■ WHAT THIS TASK INVOLVES
The complete data, repeated exactly, should form your response.

** Opening ENTRIES SHOWN block **

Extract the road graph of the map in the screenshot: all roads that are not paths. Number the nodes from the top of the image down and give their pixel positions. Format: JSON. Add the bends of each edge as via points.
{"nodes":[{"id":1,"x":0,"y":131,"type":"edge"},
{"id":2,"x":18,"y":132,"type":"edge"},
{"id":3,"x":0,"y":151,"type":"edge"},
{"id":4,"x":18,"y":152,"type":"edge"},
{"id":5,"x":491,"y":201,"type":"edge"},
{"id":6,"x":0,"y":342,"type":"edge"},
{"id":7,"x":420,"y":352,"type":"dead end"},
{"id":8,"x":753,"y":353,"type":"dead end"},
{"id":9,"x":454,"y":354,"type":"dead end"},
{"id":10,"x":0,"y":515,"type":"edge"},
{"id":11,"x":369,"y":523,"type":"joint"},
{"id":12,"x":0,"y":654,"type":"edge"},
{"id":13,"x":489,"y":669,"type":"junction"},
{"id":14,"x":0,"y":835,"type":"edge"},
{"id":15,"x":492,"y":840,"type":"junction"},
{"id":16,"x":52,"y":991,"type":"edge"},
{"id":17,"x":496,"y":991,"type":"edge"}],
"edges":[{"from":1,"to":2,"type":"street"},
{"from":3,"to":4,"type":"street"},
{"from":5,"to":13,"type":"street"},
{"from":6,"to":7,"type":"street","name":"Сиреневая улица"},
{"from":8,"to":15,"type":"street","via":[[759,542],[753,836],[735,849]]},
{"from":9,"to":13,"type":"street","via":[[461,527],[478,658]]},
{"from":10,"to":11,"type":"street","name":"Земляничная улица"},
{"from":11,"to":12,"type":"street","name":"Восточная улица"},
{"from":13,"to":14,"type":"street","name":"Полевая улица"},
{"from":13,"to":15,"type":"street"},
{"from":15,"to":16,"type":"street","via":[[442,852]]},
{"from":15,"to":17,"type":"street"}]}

** Closing ENTRIES SHOWN block **

■ ANSWER BELOW
Extract the road graph of the map in the screenshot: all roads that are not paths. Number the nodes from the top of the image down and give their pixel positions. Format: JSON. Add the bends of each edge as via points.
{"nodes":[{"id":1,"x":0,"y":131,"type":"edge"},
{"id":2,"x":18,"y":132,"type":"edge"},
{"id":3,"x":0,"y":151,"type":"edge"},
{"id":4,"x":18,"y":152,"type":"edge"},
{"id":5,"x":491,"y":201,"type":"edge"},
{"id":6,"x":0,"y":342,"type":"edge"},
{"id":7,"x":420,"y":352,"type":"dead end"},
{"id":8,"x":753,"y":353,"type":"dead end"},
{"id":9,"x":454,"y":354,"type":"dead end"},
{"id":10,"x":0,"y":515,"type":"edge"},
{"id":11,"x":369,"y":523,"type":"joint"},
{"id":12,"x":0,"y":654,"type":"edge"},
{"id":13,"x":489,"y":669,"type":"junction"},
{"id":14,"x":0,"y":835,"type":"edge"},
{"id":15,"x":492,"y":840,"type":"junction"},
{"id":16,"x":52,"y":991,"type":"edge"},
{"id":17,"x":496,"y":991,"type":"edge"}],
"edges":[{"from":1,"to":2,"type":"street"},
{"from":3,"to":4,"type":"street"},
{"from":5,"to":13,"type":"street"},
{"from":6,"to":7,"type":"street","name":"Сиреневая улица"},
{"from":8,"to":15,"type":"street","via":[[759,542],[753,836],[735,849]]},
{"from":9,"to":13,"type":"street","via":[[461,527],[478,658]]},
{"from":10,"to":11,"type":"street","name":"Земляничная улица"},
{"from":11,"to":12,"type":"street","name":"Восточная улица"},
{"from":13,"to":14,"type":"street","name":"Полевая улица"},
{"from":13,"to":15,"type":"street"},
{"from":15,"to":16,"type":"street","via":[[442,852]]},
{"from":15,"to":17,"type":"street"}]}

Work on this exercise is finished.